Naomi Sobel is a 30-year-old writer, organizer, educator and queer femme with roots in New York, a soft spot for Chicago, family in the Bay Area, and a home base in Jamaica Plain, Mass. She has deep roots in progressive Judaism and a burgeoning interest in harnessing her class privilege for radical social change. She works as a donor engagement coordinator at the Astraea Lesbian Foundation for Justice, raising money and building relationships to advance lesbian, gay, bisexual, transgender, queer and intersex (LGBTQI) human rights around the globe. Before joining Astraea’s staff, Naomi spent two years running the teen program at Temple Israel of Boston; she has also held positions at The Nation and Boston Review magazines, and at Jewish Funds for Justice (now Bend the Arc).

created at: 2014-04-07I spent this whole last weekend with four teenagers, which is something I used to do frequently but has been a rarer occurrence since I left the Jewish education world. I highly recommend it to anyone who is starting to despair for the state of the world. Two of the teens were visiting me for the weekend and two live near enough that I really should see them more often than I do.

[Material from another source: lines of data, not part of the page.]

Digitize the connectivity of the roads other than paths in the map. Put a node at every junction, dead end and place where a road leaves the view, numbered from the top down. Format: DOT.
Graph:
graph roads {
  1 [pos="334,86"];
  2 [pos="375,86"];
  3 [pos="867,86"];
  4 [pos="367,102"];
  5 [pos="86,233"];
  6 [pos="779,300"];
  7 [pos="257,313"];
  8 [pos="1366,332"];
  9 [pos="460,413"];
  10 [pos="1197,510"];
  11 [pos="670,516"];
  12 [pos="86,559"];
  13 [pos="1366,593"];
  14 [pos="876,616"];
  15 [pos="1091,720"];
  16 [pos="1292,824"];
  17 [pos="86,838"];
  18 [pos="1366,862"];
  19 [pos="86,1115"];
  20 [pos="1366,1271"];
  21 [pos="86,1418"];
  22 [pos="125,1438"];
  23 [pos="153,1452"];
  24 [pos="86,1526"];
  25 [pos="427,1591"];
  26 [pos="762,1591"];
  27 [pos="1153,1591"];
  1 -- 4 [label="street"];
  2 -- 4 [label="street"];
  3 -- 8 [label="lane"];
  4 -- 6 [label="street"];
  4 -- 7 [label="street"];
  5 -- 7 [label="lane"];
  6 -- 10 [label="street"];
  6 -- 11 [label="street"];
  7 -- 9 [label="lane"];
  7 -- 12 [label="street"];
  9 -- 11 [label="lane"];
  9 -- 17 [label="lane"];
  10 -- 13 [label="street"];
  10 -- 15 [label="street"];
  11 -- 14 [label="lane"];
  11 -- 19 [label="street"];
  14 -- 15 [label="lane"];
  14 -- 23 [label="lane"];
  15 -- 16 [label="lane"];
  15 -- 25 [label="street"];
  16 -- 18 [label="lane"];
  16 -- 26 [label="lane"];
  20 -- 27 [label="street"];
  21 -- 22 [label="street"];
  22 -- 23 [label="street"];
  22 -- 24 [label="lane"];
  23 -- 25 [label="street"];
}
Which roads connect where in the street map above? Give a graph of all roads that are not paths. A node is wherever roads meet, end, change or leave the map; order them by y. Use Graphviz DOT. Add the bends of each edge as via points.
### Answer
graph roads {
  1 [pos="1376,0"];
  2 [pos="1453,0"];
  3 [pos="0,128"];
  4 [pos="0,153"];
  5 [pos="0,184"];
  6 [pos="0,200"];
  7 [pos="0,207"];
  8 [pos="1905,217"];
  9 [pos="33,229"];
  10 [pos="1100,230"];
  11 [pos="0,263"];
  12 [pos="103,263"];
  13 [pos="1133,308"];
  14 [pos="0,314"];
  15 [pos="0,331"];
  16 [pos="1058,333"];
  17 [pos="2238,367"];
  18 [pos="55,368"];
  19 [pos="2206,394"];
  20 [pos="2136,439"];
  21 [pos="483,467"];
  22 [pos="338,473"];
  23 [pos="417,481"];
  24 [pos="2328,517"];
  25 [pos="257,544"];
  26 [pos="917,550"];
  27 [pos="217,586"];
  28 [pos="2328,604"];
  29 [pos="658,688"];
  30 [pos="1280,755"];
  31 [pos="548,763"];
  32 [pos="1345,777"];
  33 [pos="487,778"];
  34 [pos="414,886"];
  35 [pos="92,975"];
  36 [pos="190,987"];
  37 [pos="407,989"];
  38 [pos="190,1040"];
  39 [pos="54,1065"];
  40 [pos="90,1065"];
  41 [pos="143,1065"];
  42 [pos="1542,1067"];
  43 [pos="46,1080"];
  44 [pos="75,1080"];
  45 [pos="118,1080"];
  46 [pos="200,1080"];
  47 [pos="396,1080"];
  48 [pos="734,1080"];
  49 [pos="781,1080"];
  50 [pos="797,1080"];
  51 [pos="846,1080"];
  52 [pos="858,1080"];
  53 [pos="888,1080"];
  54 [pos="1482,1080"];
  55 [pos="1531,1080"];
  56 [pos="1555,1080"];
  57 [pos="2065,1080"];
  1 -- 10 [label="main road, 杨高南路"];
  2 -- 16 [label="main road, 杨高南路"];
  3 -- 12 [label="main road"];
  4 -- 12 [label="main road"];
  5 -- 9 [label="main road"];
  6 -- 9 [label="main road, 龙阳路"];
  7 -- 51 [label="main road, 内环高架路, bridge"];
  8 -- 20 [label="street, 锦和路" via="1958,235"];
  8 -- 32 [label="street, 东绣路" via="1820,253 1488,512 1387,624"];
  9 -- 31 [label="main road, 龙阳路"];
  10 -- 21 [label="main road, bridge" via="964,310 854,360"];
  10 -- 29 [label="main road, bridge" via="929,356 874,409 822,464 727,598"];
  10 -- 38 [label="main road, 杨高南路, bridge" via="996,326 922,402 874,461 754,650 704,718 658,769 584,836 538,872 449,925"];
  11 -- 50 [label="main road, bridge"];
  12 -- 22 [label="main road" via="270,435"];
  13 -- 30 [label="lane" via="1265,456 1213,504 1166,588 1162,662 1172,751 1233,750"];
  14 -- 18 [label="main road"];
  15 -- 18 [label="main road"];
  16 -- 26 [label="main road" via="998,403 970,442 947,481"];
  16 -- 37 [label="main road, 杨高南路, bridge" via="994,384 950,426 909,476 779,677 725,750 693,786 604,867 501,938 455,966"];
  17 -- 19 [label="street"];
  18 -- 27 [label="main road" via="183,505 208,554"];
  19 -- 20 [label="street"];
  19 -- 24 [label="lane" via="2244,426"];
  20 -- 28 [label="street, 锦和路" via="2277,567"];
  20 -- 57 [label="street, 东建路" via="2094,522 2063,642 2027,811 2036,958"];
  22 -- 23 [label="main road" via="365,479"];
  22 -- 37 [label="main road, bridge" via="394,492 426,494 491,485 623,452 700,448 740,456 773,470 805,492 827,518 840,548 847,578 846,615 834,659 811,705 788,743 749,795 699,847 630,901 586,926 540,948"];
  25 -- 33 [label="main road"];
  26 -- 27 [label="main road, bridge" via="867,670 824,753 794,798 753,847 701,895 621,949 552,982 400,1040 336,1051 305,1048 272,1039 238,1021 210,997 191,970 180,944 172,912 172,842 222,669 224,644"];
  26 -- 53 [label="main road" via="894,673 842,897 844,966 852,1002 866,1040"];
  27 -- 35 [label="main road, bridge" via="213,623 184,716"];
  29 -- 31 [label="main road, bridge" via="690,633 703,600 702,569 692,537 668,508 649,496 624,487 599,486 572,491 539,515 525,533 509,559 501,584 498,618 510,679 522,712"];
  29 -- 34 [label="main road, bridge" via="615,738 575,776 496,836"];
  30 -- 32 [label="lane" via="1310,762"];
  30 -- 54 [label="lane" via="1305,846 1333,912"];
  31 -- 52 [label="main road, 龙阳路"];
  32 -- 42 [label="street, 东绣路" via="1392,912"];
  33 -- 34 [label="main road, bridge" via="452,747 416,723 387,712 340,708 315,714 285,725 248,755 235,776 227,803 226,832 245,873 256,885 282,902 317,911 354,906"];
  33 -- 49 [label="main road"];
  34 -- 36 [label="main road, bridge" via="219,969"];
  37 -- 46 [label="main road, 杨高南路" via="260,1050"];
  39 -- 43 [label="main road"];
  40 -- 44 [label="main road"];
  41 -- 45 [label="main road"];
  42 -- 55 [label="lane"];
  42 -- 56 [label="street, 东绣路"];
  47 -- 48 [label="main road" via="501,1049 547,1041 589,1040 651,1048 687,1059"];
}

Over a period of two days, I got to hear their perspectives on their friends’ relationships and their own (two of them were a couple and had been dating for several months). Their commentary was laced with pop culture references and brutal honesty. They all know that I’m queer, and not just queer but professionally queer—I work in fundraising for an LGBTQI rights organization—which seems to get me some totally unearned street cred. They make a point of telling me about gender non-conforming classmates and about same-sex couples in their friend groups, and when I’m lucky they ask me great questions about sex, gender, sexuality, bodies and dating.

These are teens I love dearly, but not ones I see regularly, and I got to wondering who else they go to when they have these kinds of questions, and where they look when they want answers.

created at: 2014-04-07I started being sexually active just as the Internet was getting going, and I remember the first time I found a website that had queer-friendly advice for young people trying to navigate this stuff. Scarleteen kept me from a few truly bad decisions and helped me find my way out of some very tough places. It’s still around, and during the few years I worked as a teen educator, I recommended it to a lot of teens, youth workers and parents as a reliable source of facts and advice without the all-too-common accompaniment of slut-shaming, gender policing or ableism.

I wonder where other Debrief readers went for this kind of information when you were a young person. Did you have a resource like Scarleteen? Or a trusted adult you could ask for direction? My cousin Lisa says she used to look in the Yellow Pages—not a tactic she recommends—and my friend Graham said all he had to count on were James Dobson’s “Preparing for Adolescence” cassette tapes, courtesy of Focus on the Family.

Last month, Scarleteen put out a PSA that if they couldn’t raise enough to cover their operating expenses of $3,000 per month, 50 percent over their current funding stream, they were going to go on strike. In their case, that means ceasing creation of any new content beyond a “strike blog,” and shutting down their message boards, SMS service, live chat and advice columns. Though their website gets a heavy stream of traffic, few users of their site are able to “give back”—remember, it’s a sex-ed site aimed at teens, after all. I’m interested to see what the “strike” threat yields, but at the very least it’s a powerful way for the Scarleteen team to make a critical point that I certainly needed reminding about:

“If good sexuality education is something people earnestly want—not just something they want to give lip service to—it’s got to be something everyone actively pitches in to support. If it’s something you want right now, or in at least the next couple of decades, you’ve got to put your money where your mouth is.”

How did, and how do you, get your sexuality education? How did you find that person, book, website? And how do you make sure those kinds of resources continue to exist for the long term?

As mentioned last week, April is Sexual Assault Awareness Month (SAAM). This year’s SAAM campaign is promoting healthy adolescent sexual development. Promoting healthy sexual development and preventing sexual violence are intricately linked. Adults, schools and synagogues can all provide important spaces for conversation and communication about sexuality, and an accurate and teen-friendly source of information online can be a great complement to those in-person connections.